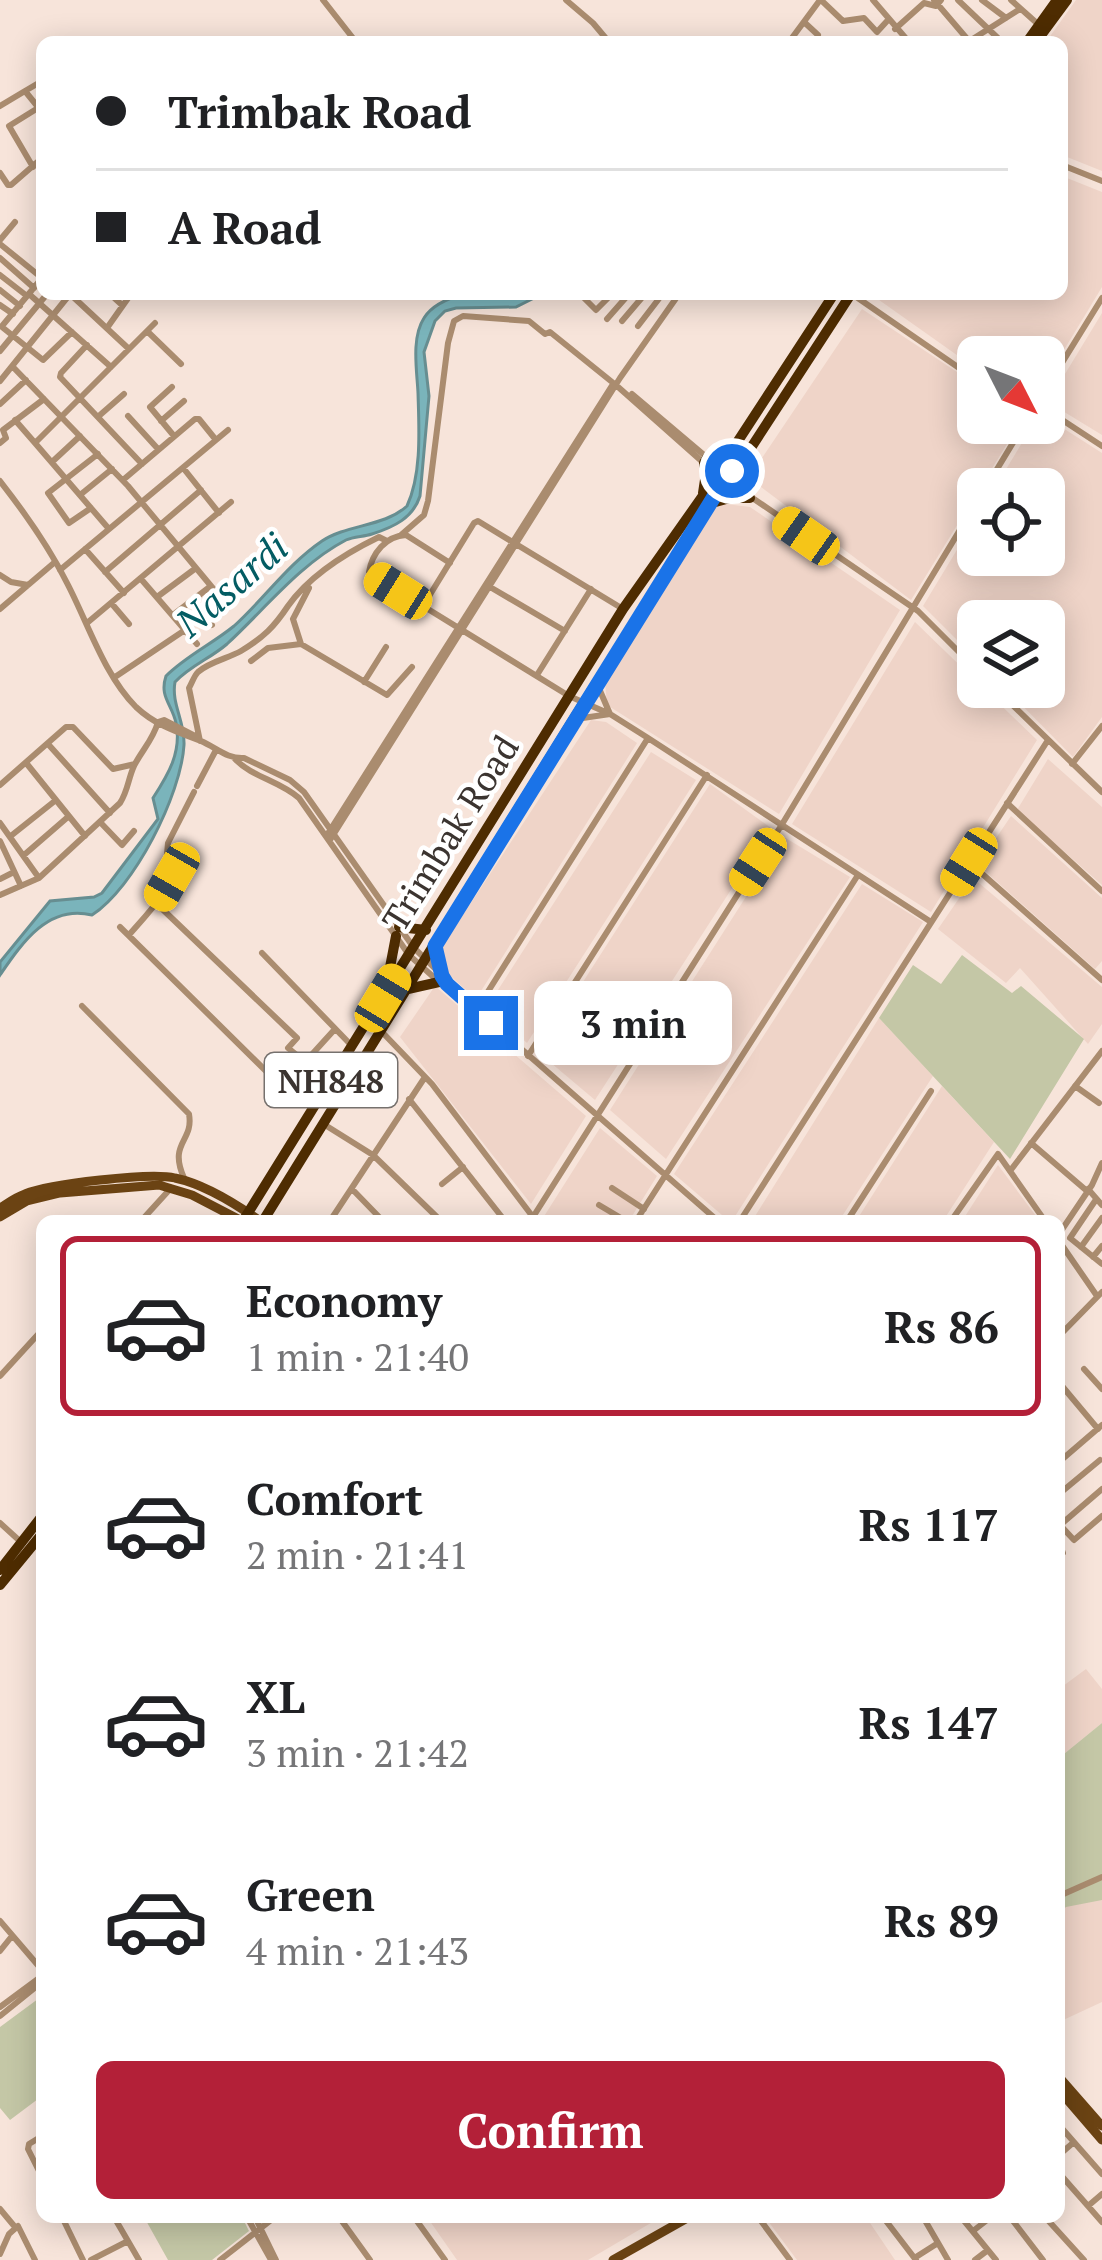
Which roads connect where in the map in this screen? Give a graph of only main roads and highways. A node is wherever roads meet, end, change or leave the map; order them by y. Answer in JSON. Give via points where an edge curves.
{"nodes":[{"id":1,"x":1057,"y":0,"type":"edge"},
{"id":2,"x":1067,"y":0,"type":"edge"},
{"id":3,"x":1031,"y":36,"type":"edge"},
{"id":4,"x":1040,"y":36,"type":"edge"},
{"id":5,"x":831,"y":300,"type":"edge"},
{"id":6,"x":847,"y":300,"type":"edge"},
{"id":7,"x":737,"y":445,"type":"junction"},
{"id":8,"x":744,"y":458,"type":"junction"},
{"id":9,"x":723,"y":477,"type":"junction"},
{"id":10,"x":706,"y":501,"type":"junction"},
{"id":11,"x":425,"y":930,"type":"junction"},
{"id":12,"x":435,"y":946,"type":"junction"},
{"id":13,"x":408,"y":989,"type":"junction"},
{"id":14,"x":383,"y":998,"type":"junction"},
{"id":15,"x":0,"y":1208,"type":"edge"},
{"id":16,"x":242,"y":1215,"type":"edge"},
{"id":17,"x":269,"y":1215,"type":"edge"},
{"id":18,"x":0,"y":1217,"type":"edge"},
{"id":19,"x":36,"y":1524,"type":"edge"},
{"id":20,"x":36,"y":1541,"type":"edge"},
{"id":21,"x":0,"y":1570,"type":"edge"},
{"id":22,"x":0,"y":1586,"type":"edge"},
{"id":23,"x":1065,"y":2084,"type":"edge"},
{"id":24,"x":1065,"y":2097,"type":"edge"},
{"id":25,"x":1102,"y":2126,"type":"edge"},
{"id":26,"x":1102,"y":2140,"type":"edge"},
{"id":27,"x":667,"y":2223,"type":"edge"},
{"id":28,"x":678,"y":2223,"type":"edge"},
{"id":29,"x":602,"y":2260,"type":"edge"},
{"id":30,"x":613,"y":2260,"type":"edge"}],
"edges":[{"from":1,"to":3,"type":"highway"},
{"from":2,"to":4,"type":"highway"},
{"from":5,"to":7,"type":"highway","name":"Trimbak Road"},
{"from":6,"to":8,"type":"highway","name":"Trimbak Road"},
{"from":7,"to":9,"type":"highway","name":"Trimbak Road"},
{"from":7,"to":10,"type":"highway","via":[[706,461]]},
{"from":8,"to":9,"type":"highway","name":"Trimbak Road"},
{"from":8,"to":10,"type":"highway","via":[[749,498]]},
{"from":9,"to":10,"type":"highway","name":"Trimbak Road"},
{"from":10,"to":11,"type":"highway","name":"Trimbak Road","number":"NH848","via":[[623,609]]},
{"from":10,"to":12,"type":"highway","name":"Trimbak Road"},
{"from":11,"to":14,"type":"highway","name":"Trimbak Road","number":"NH848"},
{"from":11,"to":14,"type":"highway","via":[[397,931]]},
{"from":12,"to":13,"type":"highway","name":"Trimbak Road"},
{"from":12,"to":13,"type":"highway","via":[[443,981]]},
{"from":13,"to":17,"type":"highway","name":"Trimbak Road","number":"NH848"},
{"from":14,"to":16,"type":"highway","name":"Trimbak Road","number":"NH848"},
{"from":15,"to":16,"type":"main road","via":[[50,1187],[153,1176],[186,1181]]},
{"from":16,"to":18,"type":"main road","via":[[171,1187],[140,1186],[60,1193]]},
{"from":19,"to":21,"type":"highway"},
{"from":20,"to":22,"type":"highway"},
{"from":23,"to":25,"type":"main road"},
{"from":24,"to":26,"type":"main road"},
{"from":27,"to":29,"type":"main road"},
{"from":28,"to":30,"type":"main road"}]}
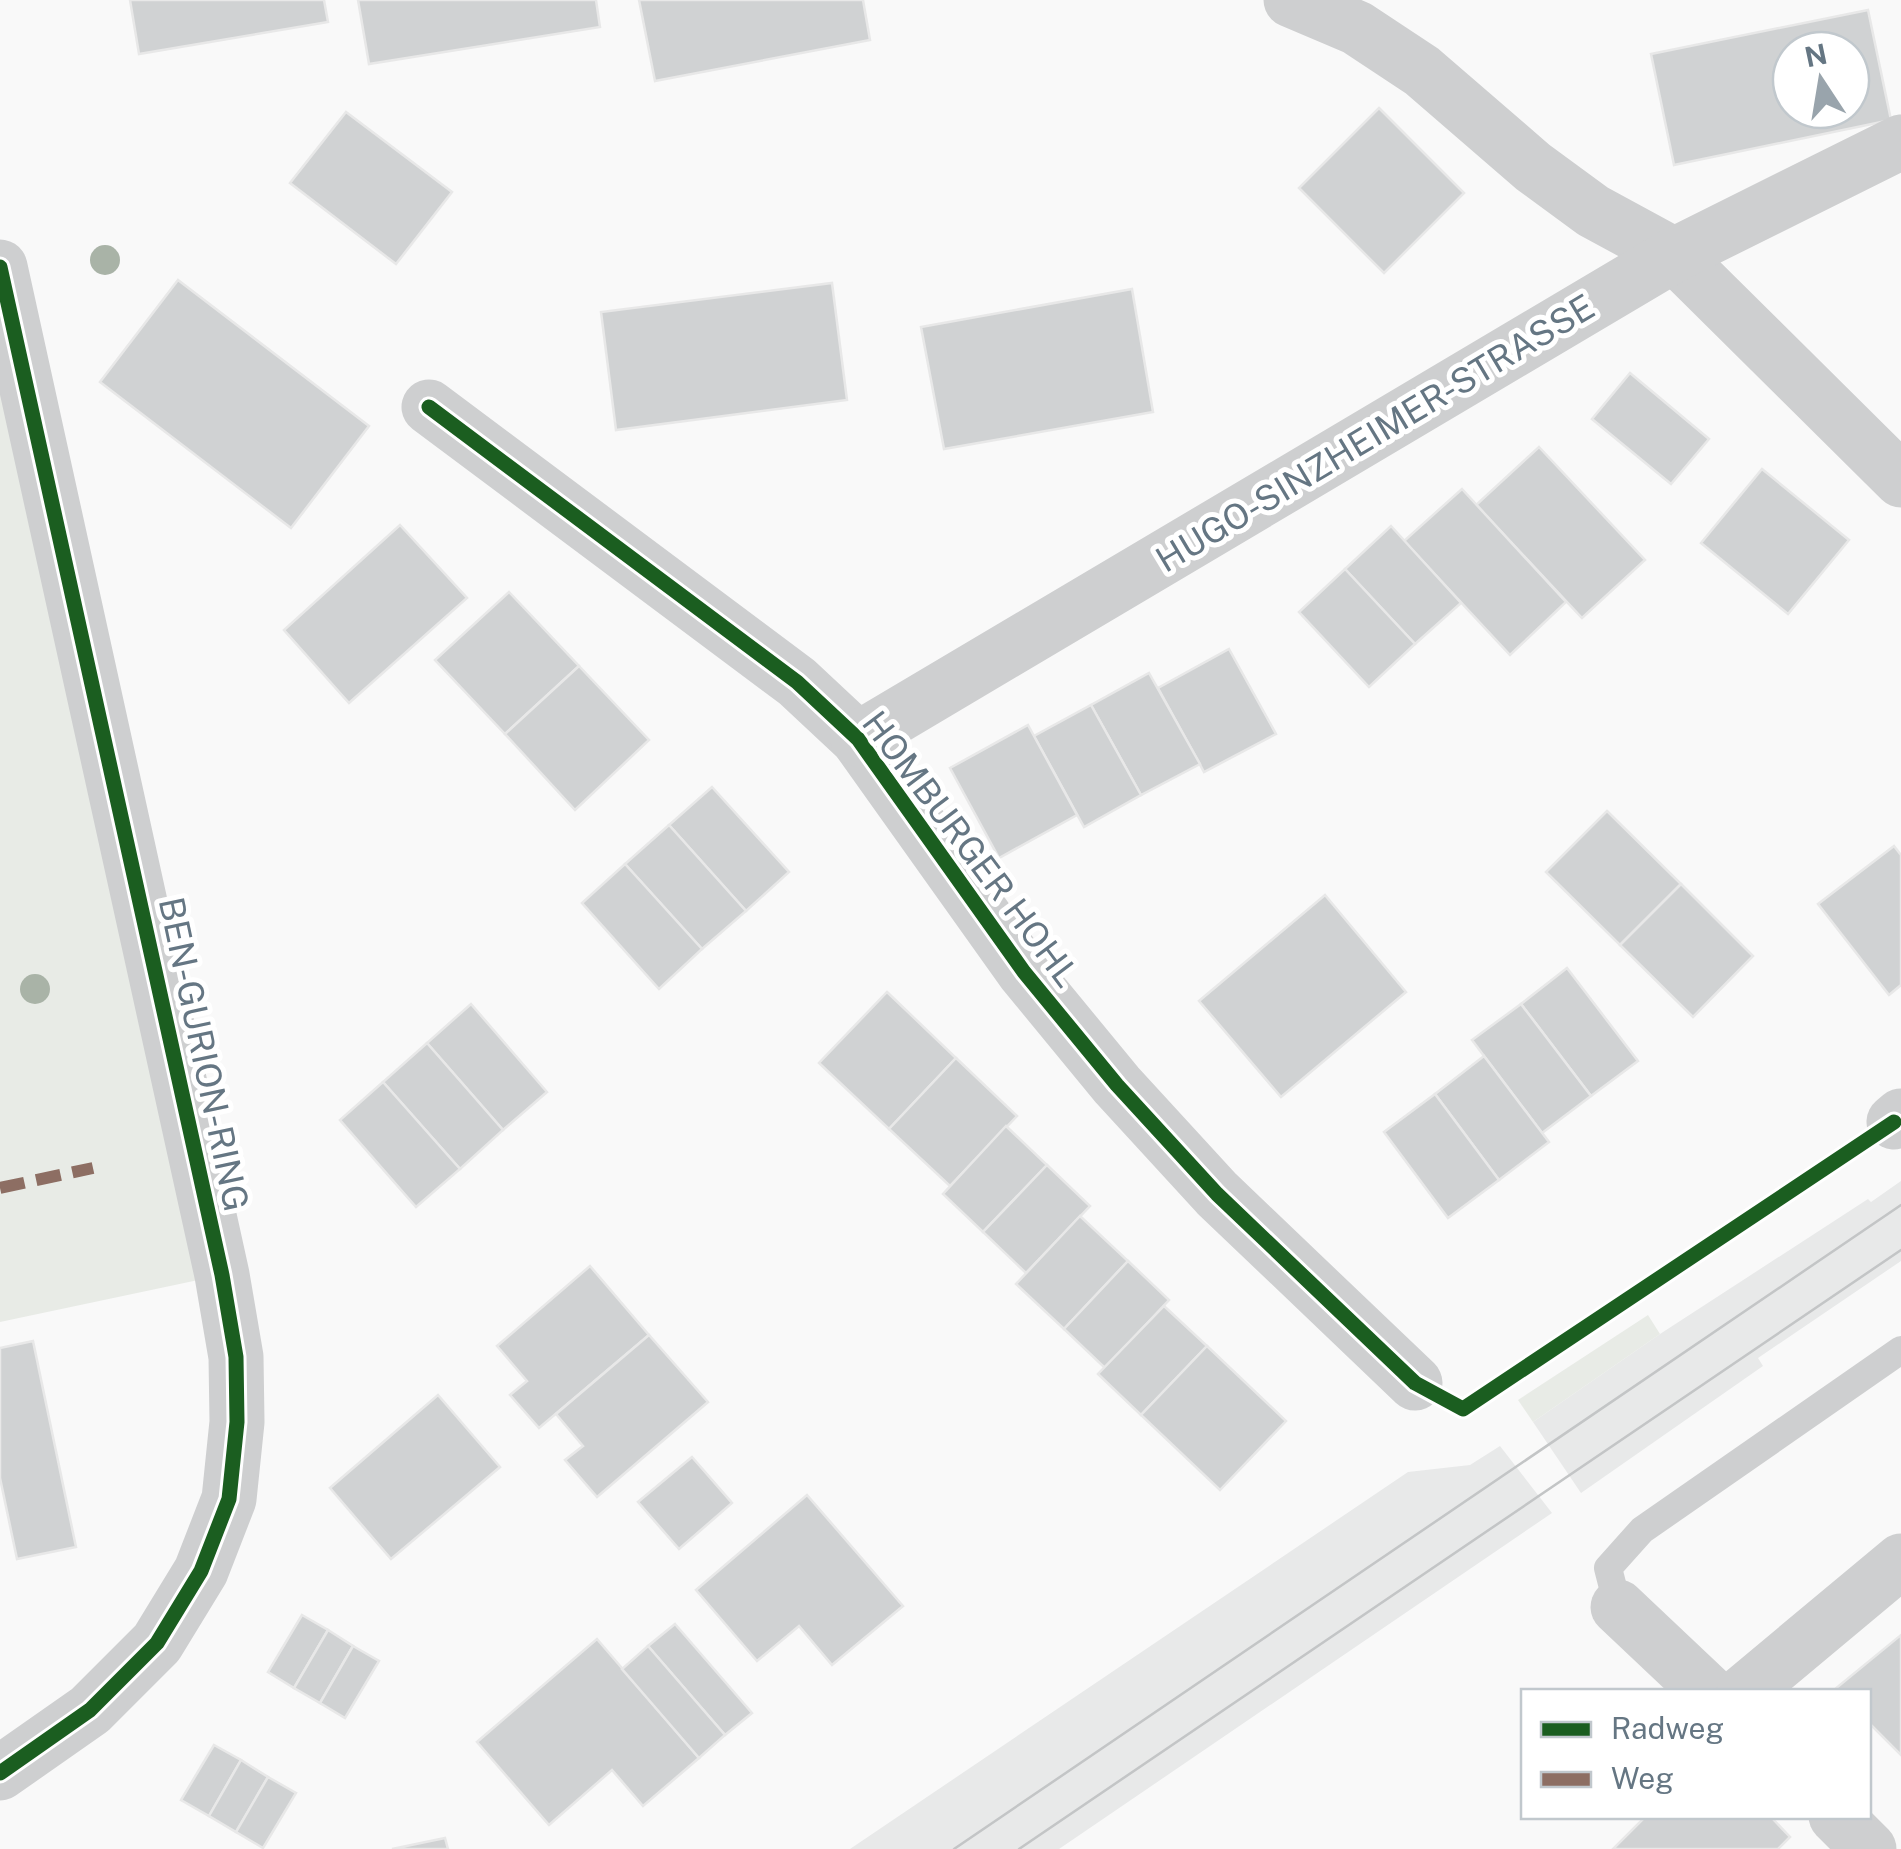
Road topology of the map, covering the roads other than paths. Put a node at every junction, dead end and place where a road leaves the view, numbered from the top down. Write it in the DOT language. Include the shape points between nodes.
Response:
graph roads {
  1 [pos="1291,0"];
  2 [pos="1901,142"];
  3 [pos="1674,255"];
  4 [pos="0,267"];
  5 [pos="429,407"];
  6 [pos="1901,480"];
  7 [pos="858,739"];
  8 [pos="1901,1350"];
  9 [pos="1416,1383"];
  10 [pos="1901,1562"];
  11 [pos="1618,1607"];
  12 [pos="1705,1689"];
  13 [pos="1748,1689"];
  14 [pos="0,1772"];
  15 [pos="1839,1819"];
  16 [pos="1869,1849"];
  1 -- 3 [label="street" via="1357,28 1422,71 1593,211"];
  2 -- 3 [label="street, HUGO-SINZHEIMER-STRASSE"];
  3 -- 6 [label="street"];
  3 -- 7 [label="street, HUGO-SINZHEIMER-STRASSE"];
  4 -- 14 [label="street, BEN-GURION-RING" via="222,1276 236,1357 237,1422 229,1499 201,1570 157,1643 90,1710"];
  5 -- 7 [label="street, HOMBURGER HOHL" via="797,682"];
  7 -- 9 [label="street, HOMBURGER HOHL" via="1024,972 1116,1085 1217,1194"];
  8 -- 11 [label="lane" via="1642,1530 1608,1568"];
  10 -- 13 [label="street"];
  11 -- 12 [label="street"];
  15 -- 16 [label="street"];
}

■ ■ ■ ■ ■

Could you return the lines in the entries above that contain "SINZHEIMER"?

| Answer section |
  2 -- 3 [label="street, HUGO-SINZHEIMER-STRASSE"];
  3 -- 7 [label="street, HUGO-SINZHEIMER-STRASSE"];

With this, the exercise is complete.